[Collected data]
= Beginning of Section =
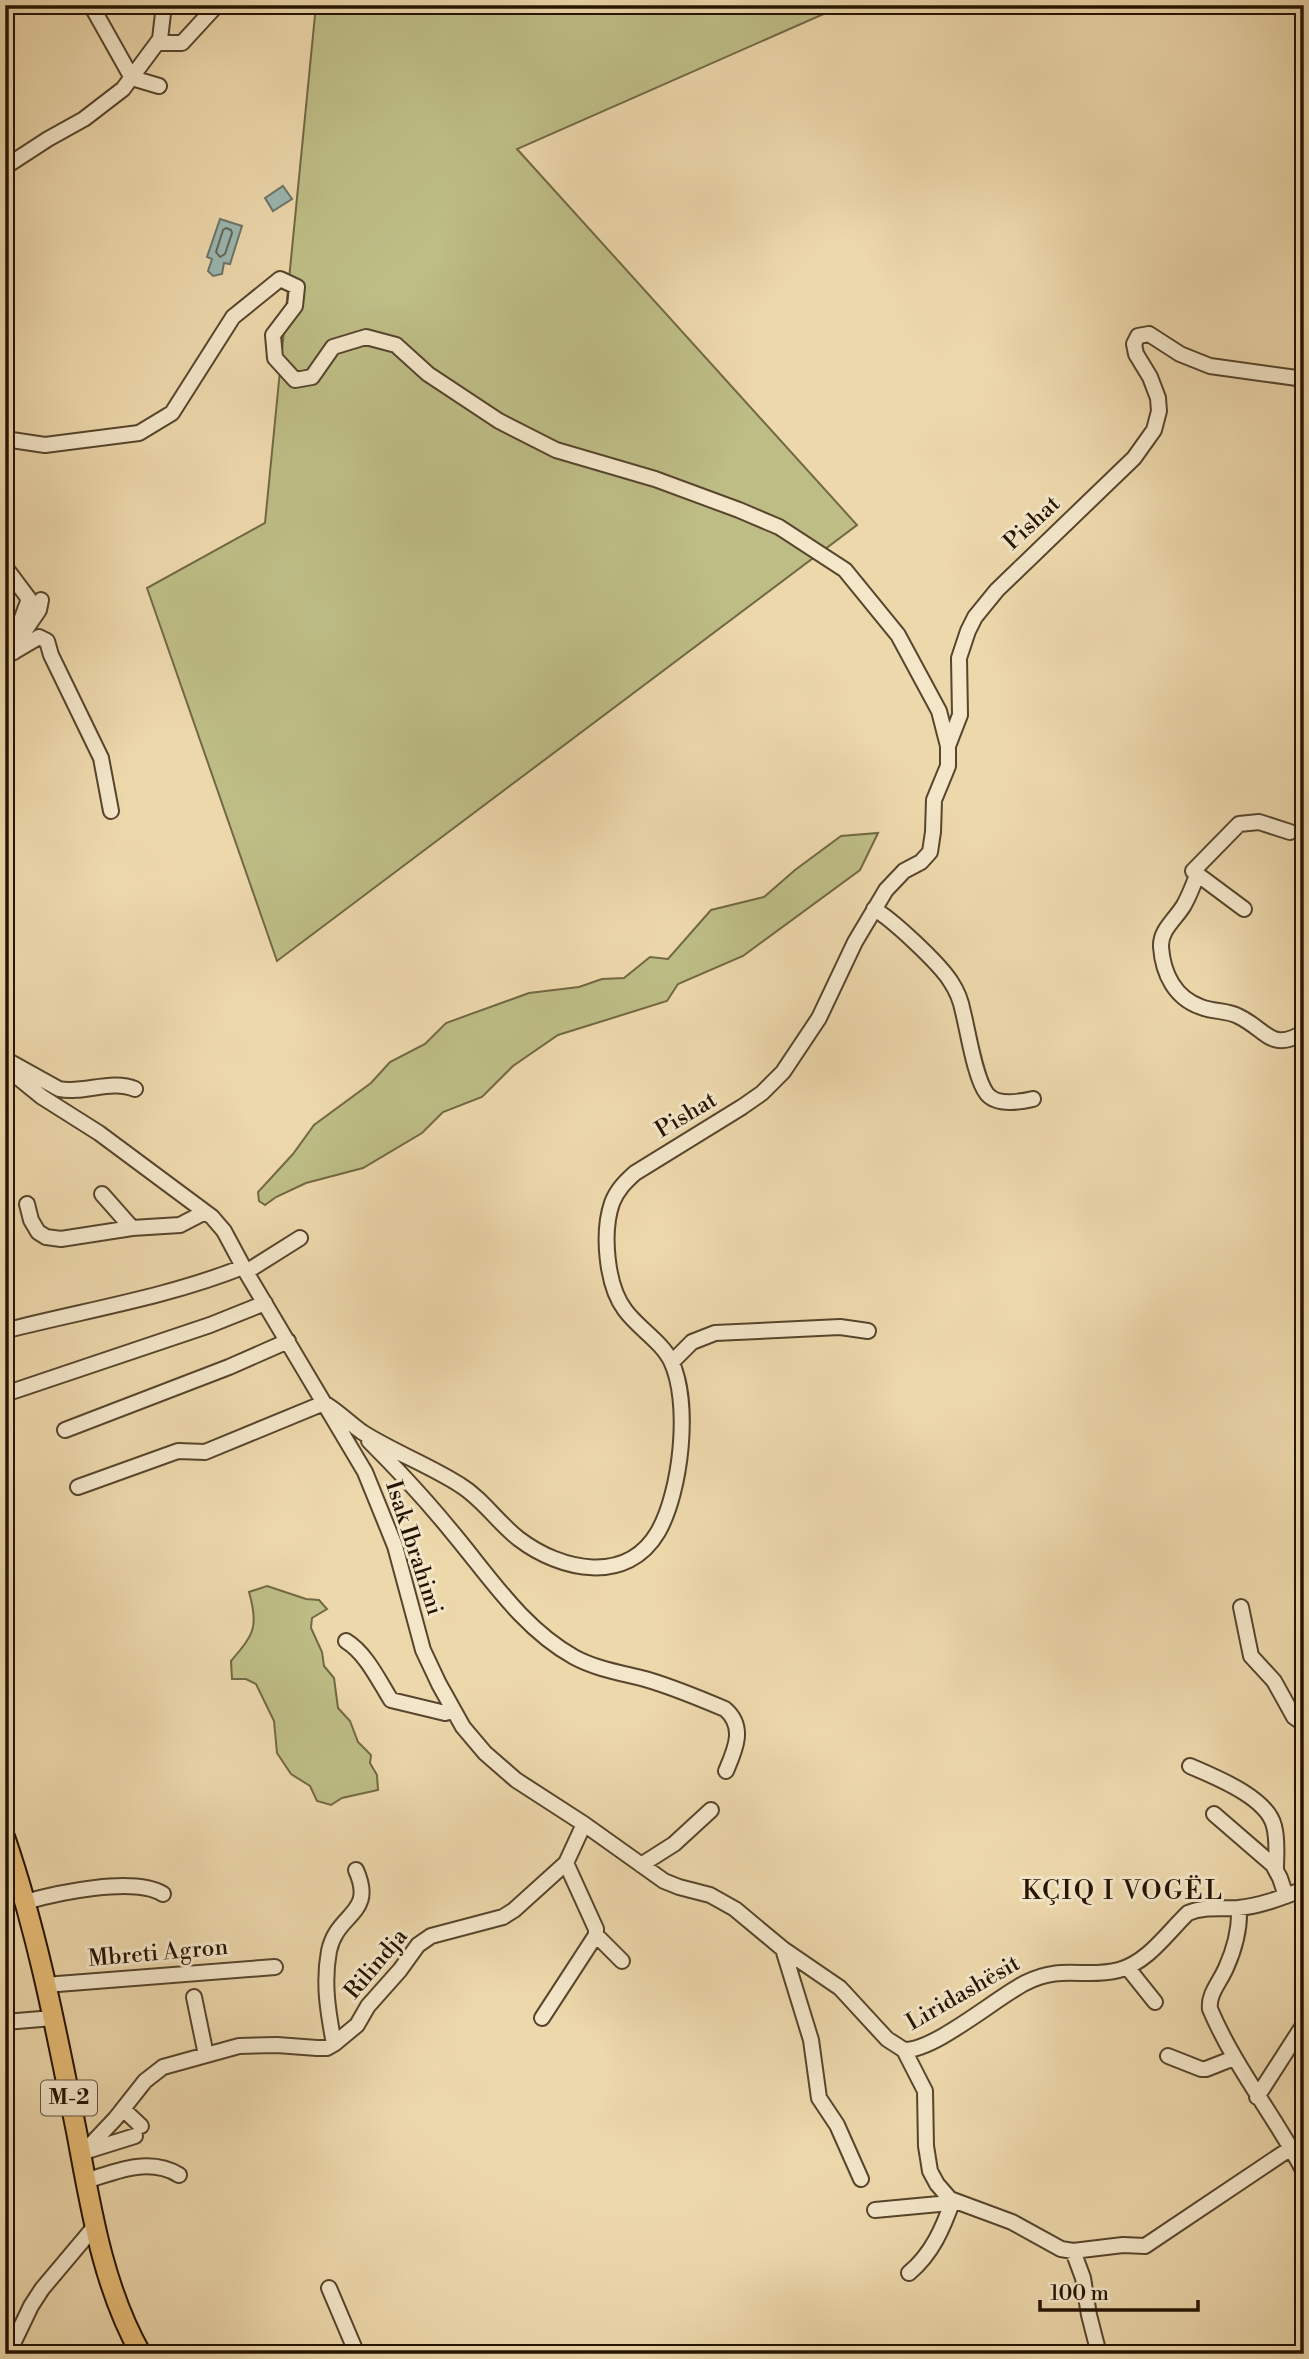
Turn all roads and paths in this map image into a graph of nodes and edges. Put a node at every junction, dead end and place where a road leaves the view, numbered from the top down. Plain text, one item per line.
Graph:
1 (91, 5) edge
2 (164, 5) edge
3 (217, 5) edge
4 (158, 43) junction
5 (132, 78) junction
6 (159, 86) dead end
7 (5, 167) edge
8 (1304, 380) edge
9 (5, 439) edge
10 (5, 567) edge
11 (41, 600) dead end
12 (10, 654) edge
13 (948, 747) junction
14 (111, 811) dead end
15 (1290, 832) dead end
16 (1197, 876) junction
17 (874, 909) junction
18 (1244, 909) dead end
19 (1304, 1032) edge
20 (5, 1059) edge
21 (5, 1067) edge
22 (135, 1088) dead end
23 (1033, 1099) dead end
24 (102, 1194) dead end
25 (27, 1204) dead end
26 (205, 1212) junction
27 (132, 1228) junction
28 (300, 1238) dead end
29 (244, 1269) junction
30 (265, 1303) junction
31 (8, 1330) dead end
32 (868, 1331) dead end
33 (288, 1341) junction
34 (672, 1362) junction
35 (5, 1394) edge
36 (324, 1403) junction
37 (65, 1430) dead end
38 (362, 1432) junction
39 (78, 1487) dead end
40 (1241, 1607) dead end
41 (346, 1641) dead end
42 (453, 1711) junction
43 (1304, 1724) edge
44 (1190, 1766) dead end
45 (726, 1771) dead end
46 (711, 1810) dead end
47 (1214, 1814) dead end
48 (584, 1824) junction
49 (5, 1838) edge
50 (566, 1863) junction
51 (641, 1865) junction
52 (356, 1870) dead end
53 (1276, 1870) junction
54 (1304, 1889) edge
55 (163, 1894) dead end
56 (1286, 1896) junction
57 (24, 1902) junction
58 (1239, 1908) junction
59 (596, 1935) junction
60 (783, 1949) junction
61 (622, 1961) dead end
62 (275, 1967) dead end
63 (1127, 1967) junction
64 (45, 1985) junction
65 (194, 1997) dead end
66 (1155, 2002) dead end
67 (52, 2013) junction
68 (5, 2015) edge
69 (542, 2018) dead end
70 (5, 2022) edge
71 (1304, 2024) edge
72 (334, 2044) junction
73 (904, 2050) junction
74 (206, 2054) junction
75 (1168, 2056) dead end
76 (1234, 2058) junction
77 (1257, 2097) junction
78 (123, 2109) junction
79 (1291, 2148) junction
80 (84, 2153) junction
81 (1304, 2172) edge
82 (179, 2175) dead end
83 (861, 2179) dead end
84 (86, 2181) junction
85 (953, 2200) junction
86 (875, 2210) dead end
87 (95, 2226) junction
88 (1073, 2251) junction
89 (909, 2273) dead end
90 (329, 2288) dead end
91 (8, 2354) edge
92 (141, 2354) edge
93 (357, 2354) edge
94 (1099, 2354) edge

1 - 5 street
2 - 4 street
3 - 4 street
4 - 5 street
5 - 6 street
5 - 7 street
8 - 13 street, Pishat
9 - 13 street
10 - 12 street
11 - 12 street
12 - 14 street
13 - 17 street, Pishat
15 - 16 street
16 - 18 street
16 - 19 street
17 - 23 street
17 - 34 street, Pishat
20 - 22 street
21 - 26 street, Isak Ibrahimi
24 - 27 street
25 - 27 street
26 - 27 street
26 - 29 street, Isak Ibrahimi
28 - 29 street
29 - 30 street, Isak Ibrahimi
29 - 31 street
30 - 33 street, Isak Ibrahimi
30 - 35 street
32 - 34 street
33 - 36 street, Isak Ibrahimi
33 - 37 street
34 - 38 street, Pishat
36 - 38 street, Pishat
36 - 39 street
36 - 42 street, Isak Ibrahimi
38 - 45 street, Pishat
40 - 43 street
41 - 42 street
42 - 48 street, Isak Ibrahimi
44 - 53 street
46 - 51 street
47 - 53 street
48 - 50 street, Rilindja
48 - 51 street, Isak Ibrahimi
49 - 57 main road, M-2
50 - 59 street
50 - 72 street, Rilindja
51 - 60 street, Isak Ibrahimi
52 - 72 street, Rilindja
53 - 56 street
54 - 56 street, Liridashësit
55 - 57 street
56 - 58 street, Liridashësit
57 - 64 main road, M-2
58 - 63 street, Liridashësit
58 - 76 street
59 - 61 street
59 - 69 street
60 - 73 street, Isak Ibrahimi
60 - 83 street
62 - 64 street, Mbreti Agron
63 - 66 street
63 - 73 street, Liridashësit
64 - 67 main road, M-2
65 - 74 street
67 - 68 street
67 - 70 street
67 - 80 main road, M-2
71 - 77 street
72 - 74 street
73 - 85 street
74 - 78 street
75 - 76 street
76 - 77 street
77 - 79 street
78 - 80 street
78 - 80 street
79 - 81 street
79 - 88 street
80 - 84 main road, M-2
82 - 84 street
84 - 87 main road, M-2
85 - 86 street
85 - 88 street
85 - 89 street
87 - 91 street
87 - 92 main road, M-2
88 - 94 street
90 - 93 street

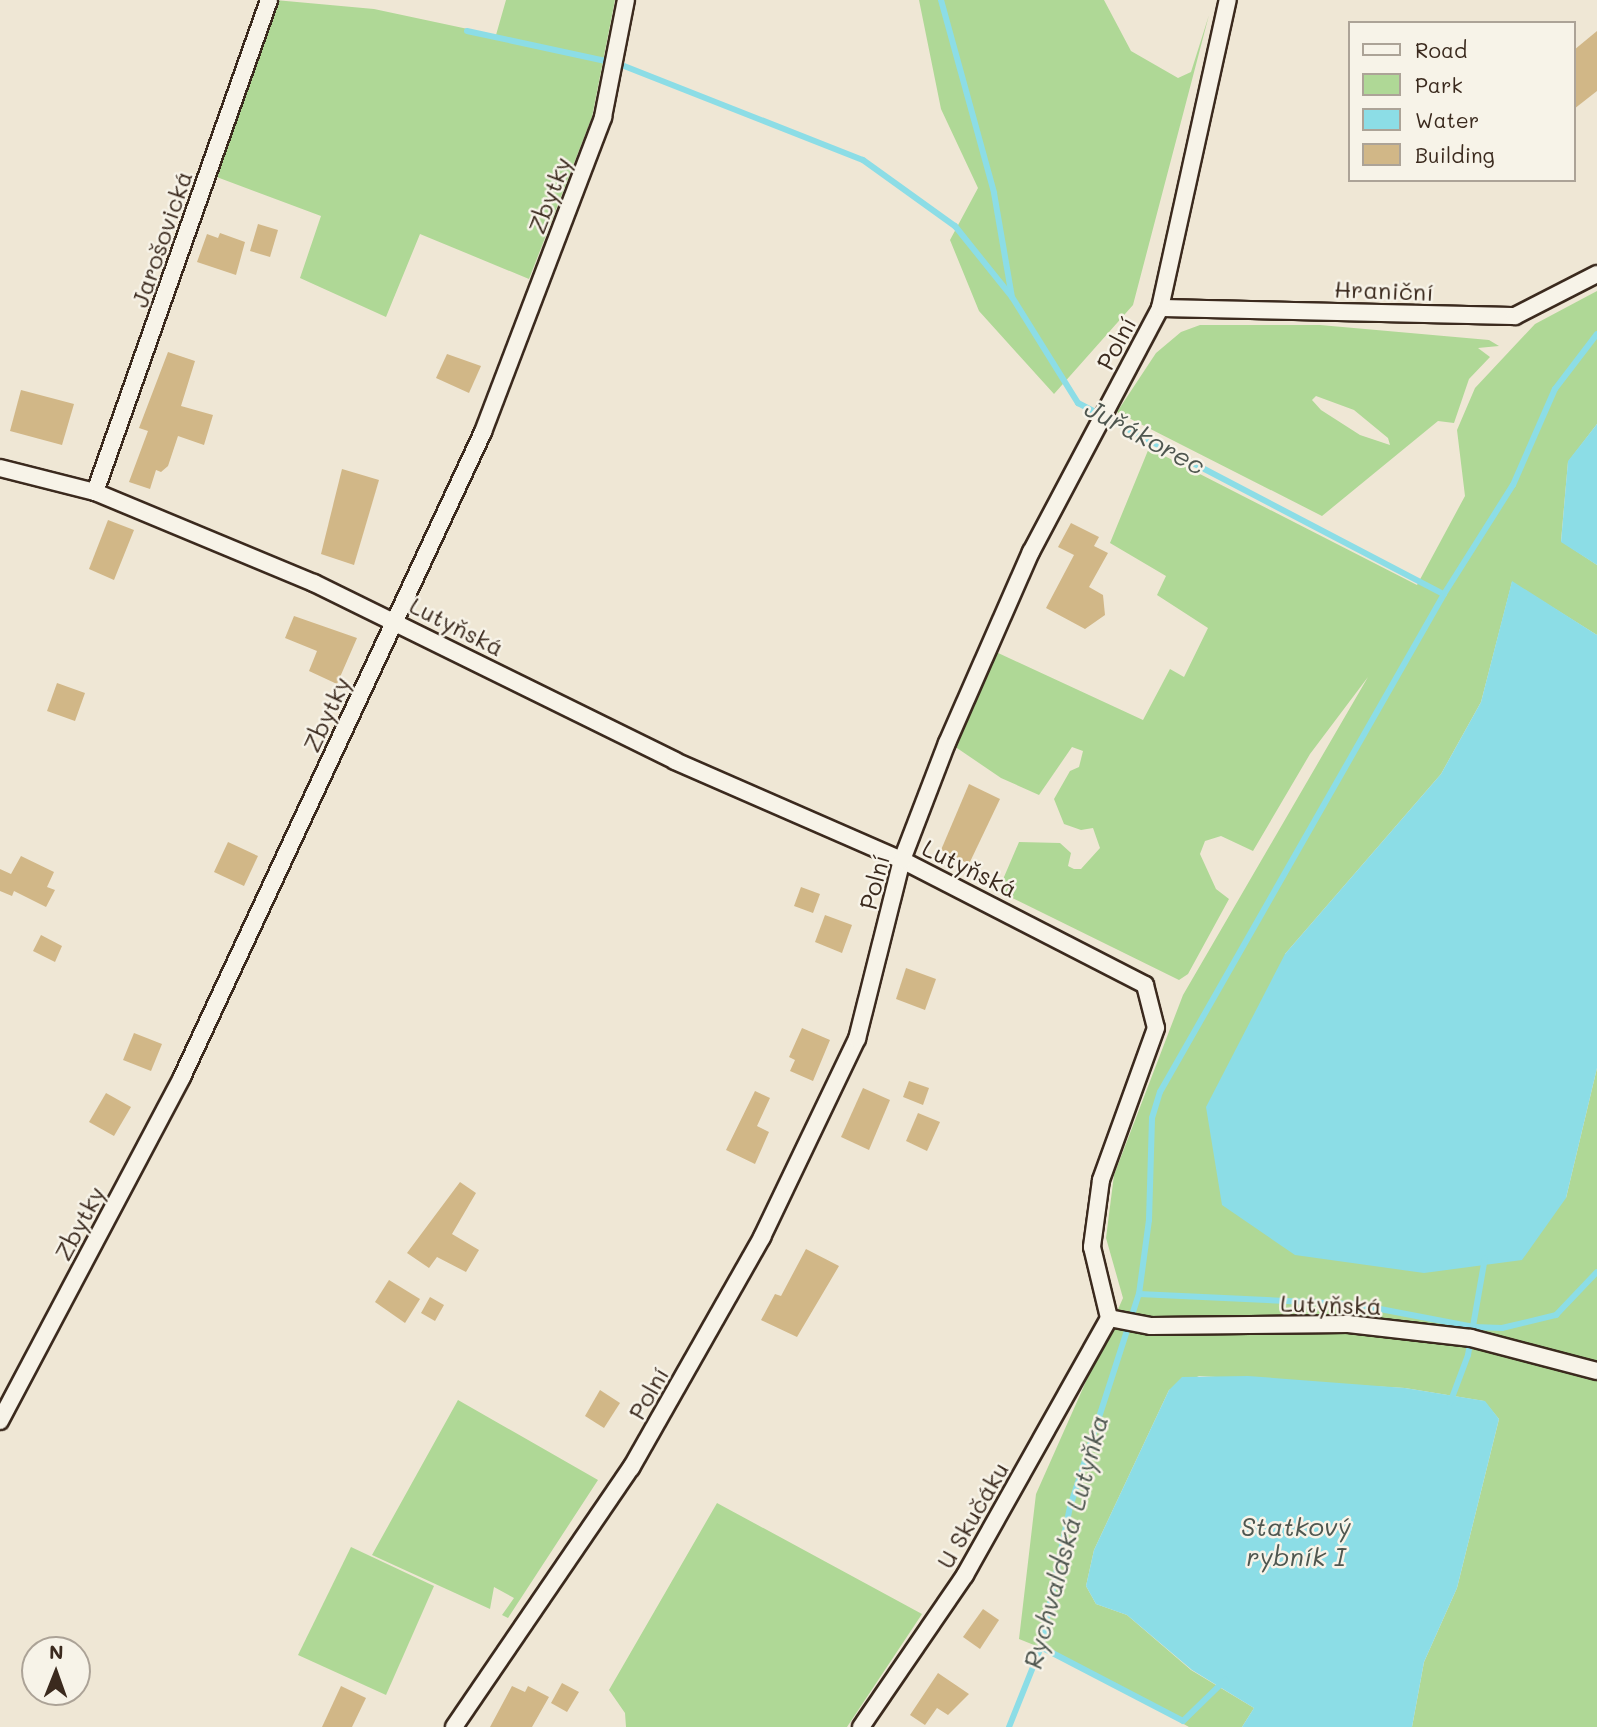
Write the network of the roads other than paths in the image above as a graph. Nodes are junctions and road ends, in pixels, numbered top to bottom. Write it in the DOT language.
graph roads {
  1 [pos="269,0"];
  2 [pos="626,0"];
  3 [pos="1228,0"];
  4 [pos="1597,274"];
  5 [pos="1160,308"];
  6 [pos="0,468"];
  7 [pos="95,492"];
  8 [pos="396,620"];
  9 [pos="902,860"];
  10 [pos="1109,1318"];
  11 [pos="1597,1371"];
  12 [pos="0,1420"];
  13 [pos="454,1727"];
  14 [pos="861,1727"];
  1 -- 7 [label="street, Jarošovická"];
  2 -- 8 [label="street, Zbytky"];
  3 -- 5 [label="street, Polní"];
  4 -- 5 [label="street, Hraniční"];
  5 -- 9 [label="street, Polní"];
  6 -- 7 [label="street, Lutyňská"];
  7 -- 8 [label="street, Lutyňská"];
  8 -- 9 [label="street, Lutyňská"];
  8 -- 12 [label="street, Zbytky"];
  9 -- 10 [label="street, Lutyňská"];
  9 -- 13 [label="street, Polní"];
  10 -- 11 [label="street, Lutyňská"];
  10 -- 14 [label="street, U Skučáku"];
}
= End of Section =
◆ Task statement
Repeat exactly the lines from the one containing "Write the network" through the last line of the records above, both included, and nothing else.

◆ Answer box
Write the network of the roads other than paths in the image above as a graph. Nodes are junctions and road ends, in pixels, numbered top to bottom. Write it in the DOT language.
graph roads {
  1 [pos="269,0"];
  2 [pos="626,0"];
  3 [pos="1228,0"];
  4 [pos="1597,274"];
  5 [pos="1160,308"];
  6 [pos="0,468"];
  7 [pos="95,492"];
  8 [pos="396,620"];
  9 [pos="902,860"];
  10 [pos="1109,1318"];
  11 [pos="1597,1371"];
  12 [pos="0,1420"];
  13 [pos="454,1727"];
  14 [pos="861,1727"];
  1 -- 7 [label="street, Jarošovická"];
  2 -- 8 [label="street, Zbytky"];
  3 -- 5 [label="street, Polní"];
  4 -- 5 [label="street, Hraniční"];
  5 -- 9 [label="street, Polní"];
  6 -- 7 [label="street, Lutyňská"];
  7 -- 8 [label="street, Lutyňská"];
  8 -- 9 [label="street, Lutyňská"];
  8 -- 12 [label="street, Zbytky"];
  9 -- 10 [label="street, Lutyňská"];
  9 -- 13 [label="street, Polní"];
  10 -- 11 [label="street, Lutyňská"];
  10 -- 14 [label="street, U Skučáku"];
}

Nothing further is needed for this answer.